The kiss turns reckless fast. Her hands are in my hair. My palms are gripping her ass. It’s the kind of kiss that makes it impossible to remember why you were trying to hold back in the first place.

My hand slides up to her waist, holding her steady as I take her mouth again and again, savoring every soft sound she makes. She tastes even better than I remembered.

The whole world narrows to her. Her mouth. Her breath. The way she melts against my chest.

It's the hottest, shortest kiss of my life.

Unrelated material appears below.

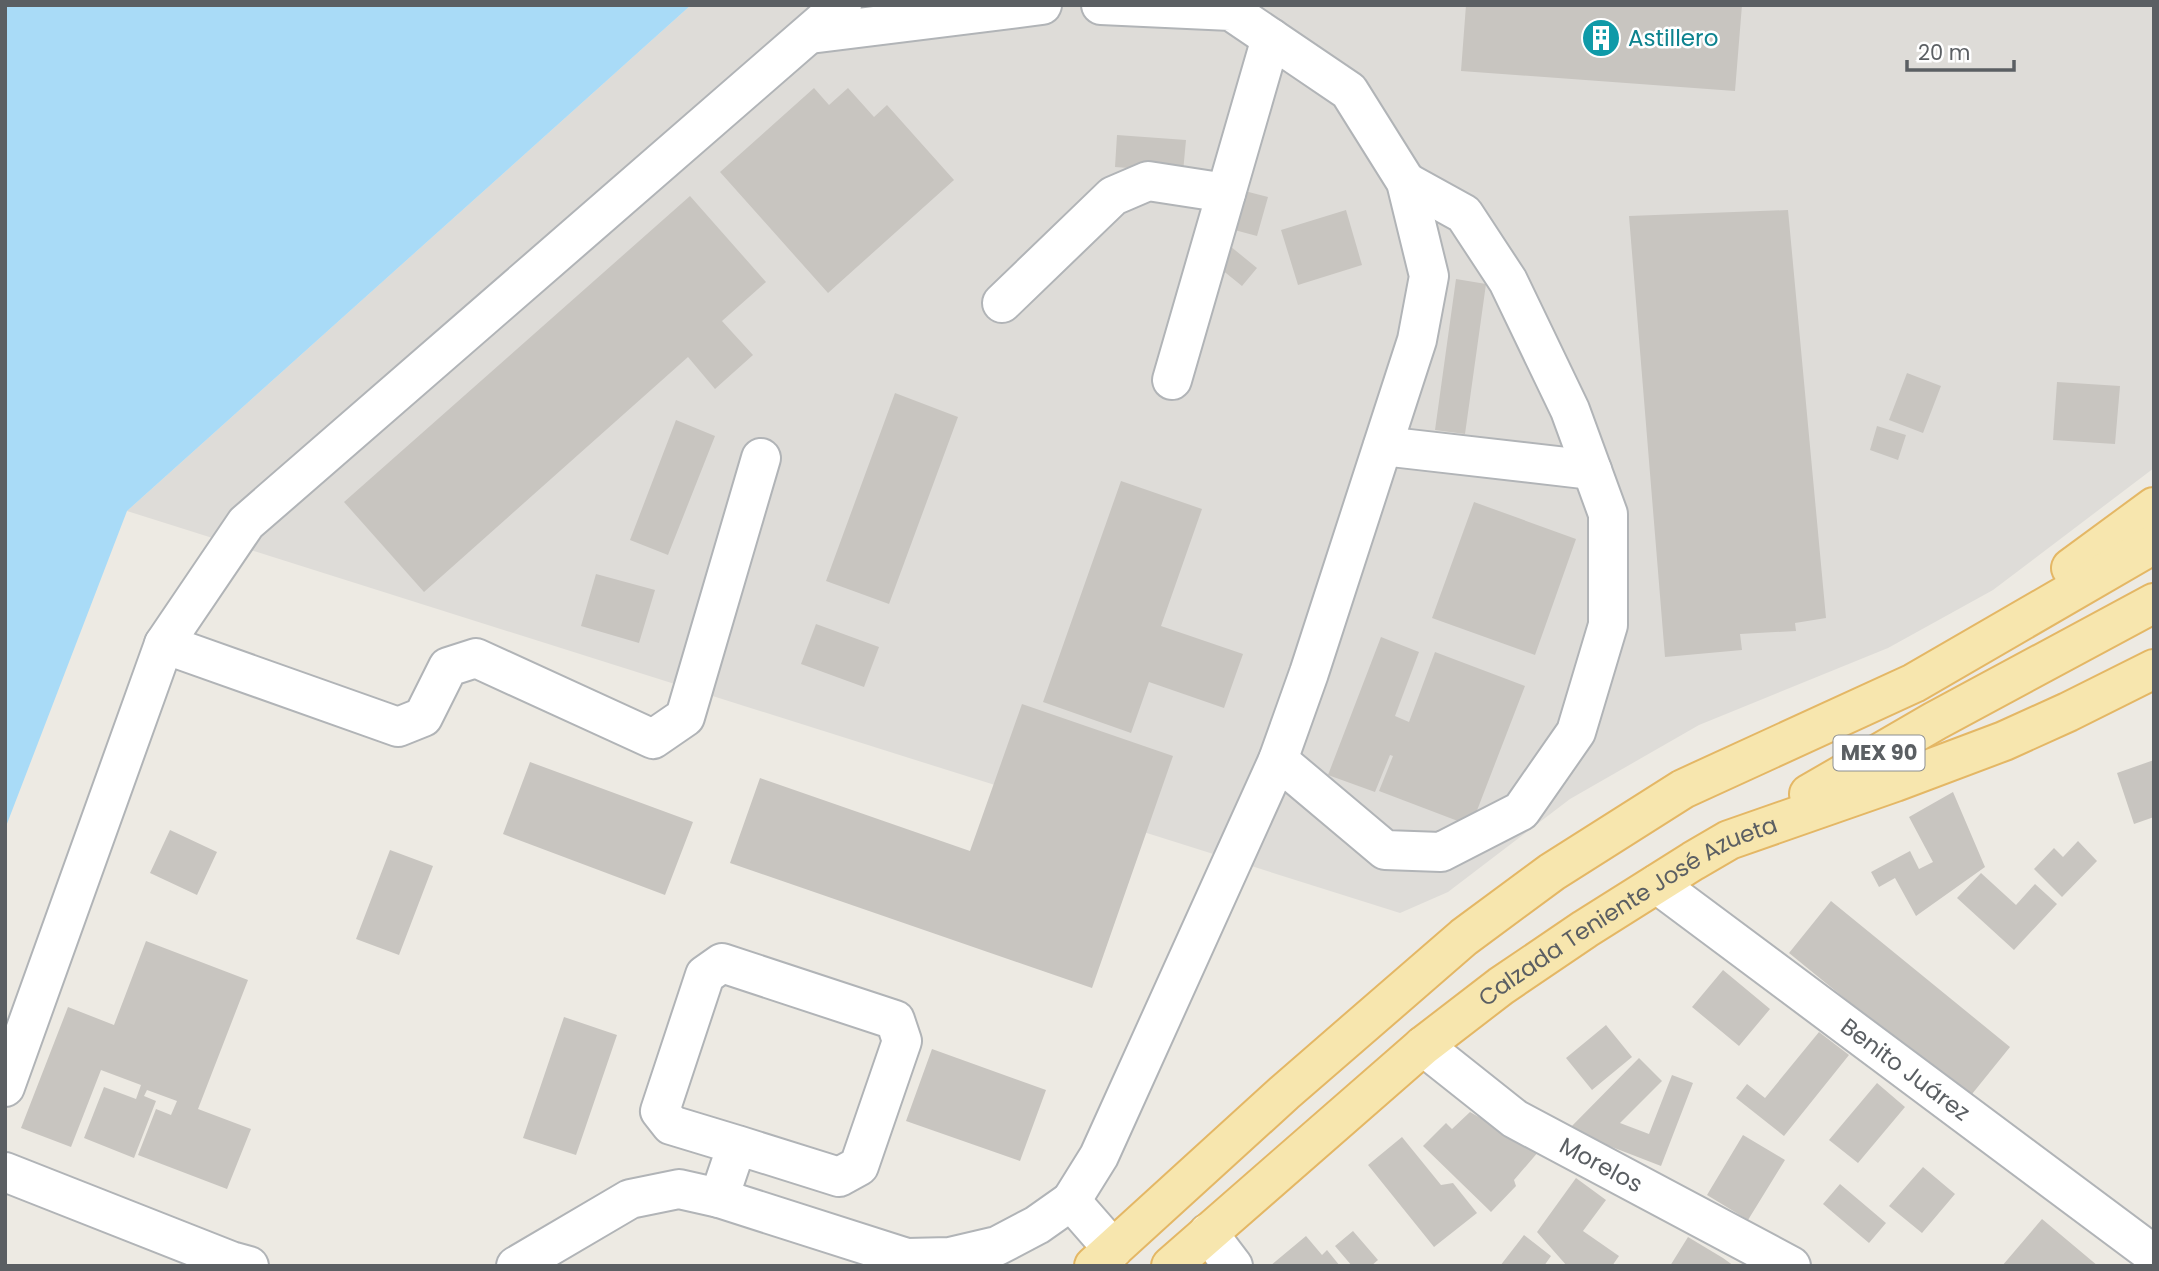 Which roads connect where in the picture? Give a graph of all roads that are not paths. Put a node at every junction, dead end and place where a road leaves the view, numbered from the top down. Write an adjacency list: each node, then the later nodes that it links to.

Because every second I keep kissing her, my control slips a little further. Every second makes it harder to pull away. I’ll make up for this later. She's spending the night. We're going to talk. I'm going to make sure she eats, sleeps, and lets somebody take care of her for once.

When I finally lift my head, she blinks up at me, lips swollen, eyes heavy, already looking like she wants me to do it again.

My thumb drags across her bottom lip, tracing the pretty mouth I was just kissing. And before I can talk myself out of it, I dip my head and steal one last kiss—short, filthy, completely unnecessary. I catch her bottom lip between my teeth for a lingering second, savoring the soft gasp that escapes her before I finally, reluctantly, force myself away.

“Come on. Let’s go inside before Sawyer comes looking for us.”

I move around her, pressing my hand gently against the small of her back as I guide her toward my house. Touching her one last time before we face my daughter.